[Stored data]
Start of Block

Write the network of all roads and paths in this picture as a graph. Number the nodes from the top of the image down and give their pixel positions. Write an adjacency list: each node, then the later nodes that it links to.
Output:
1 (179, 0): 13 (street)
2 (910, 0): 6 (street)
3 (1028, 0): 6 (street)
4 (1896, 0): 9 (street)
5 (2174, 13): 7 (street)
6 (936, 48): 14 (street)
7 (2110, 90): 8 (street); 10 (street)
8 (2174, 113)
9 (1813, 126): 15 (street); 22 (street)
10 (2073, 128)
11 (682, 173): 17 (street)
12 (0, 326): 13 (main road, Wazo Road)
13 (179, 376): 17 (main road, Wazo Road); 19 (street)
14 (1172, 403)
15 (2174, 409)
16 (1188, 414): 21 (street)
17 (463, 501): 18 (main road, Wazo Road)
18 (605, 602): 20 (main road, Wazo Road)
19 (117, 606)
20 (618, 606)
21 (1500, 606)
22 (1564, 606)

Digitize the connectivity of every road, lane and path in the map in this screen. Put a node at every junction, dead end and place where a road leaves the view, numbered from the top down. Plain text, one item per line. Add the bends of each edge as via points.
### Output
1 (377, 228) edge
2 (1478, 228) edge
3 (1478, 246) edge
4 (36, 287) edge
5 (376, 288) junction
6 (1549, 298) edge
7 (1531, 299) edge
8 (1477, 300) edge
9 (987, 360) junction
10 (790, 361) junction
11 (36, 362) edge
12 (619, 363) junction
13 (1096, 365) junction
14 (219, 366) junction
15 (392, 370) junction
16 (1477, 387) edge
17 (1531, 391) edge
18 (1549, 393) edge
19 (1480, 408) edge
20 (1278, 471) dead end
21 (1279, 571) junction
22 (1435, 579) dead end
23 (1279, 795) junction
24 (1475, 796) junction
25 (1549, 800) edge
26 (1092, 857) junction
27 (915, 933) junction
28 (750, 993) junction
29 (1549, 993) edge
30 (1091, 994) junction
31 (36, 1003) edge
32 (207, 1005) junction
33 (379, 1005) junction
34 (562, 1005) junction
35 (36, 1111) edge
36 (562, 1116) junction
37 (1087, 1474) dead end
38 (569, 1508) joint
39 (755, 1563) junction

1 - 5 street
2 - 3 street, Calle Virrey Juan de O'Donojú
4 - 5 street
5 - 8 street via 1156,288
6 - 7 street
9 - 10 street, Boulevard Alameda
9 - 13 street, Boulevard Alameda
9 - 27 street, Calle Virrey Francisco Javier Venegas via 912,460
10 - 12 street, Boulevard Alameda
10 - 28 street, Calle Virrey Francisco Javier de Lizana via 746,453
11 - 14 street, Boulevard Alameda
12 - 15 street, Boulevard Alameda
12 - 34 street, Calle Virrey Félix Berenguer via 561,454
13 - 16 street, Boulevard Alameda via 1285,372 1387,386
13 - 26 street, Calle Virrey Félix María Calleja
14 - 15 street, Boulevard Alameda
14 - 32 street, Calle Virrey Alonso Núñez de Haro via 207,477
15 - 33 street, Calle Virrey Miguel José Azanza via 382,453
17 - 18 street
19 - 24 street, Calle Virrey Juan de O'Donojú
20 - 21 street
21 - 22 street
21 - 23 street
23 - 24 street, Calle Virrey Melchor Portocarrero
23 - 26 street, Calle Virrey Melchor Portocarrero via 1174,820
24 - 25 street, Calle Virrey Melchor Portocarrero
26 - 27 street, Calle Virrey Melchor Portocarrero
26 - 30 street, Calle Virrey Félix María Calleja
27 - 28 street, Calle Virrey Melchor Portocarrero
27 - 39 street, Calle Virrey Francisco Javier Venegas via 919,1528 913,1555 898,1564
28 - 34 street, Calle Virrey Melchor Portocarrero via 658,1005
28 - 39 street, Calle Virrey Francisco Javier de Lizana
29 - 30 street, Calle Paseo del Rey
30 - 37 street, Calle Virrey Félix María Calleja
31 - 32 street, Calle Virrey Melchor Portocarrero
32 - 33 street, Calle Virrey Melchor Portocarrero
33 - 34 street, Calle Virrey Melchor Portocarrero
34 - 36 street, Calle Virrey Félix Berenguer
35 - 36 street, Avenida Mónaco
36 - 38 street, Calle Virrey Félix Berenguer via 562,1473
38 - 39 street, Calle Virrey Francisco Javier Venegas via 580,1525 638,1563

End of Block

ASSIGNED TASK:
Each line that contains the string "Javier" counts once; report how many such lines the entries have, giving only the number.

OUTPUT OF THE TASK:
5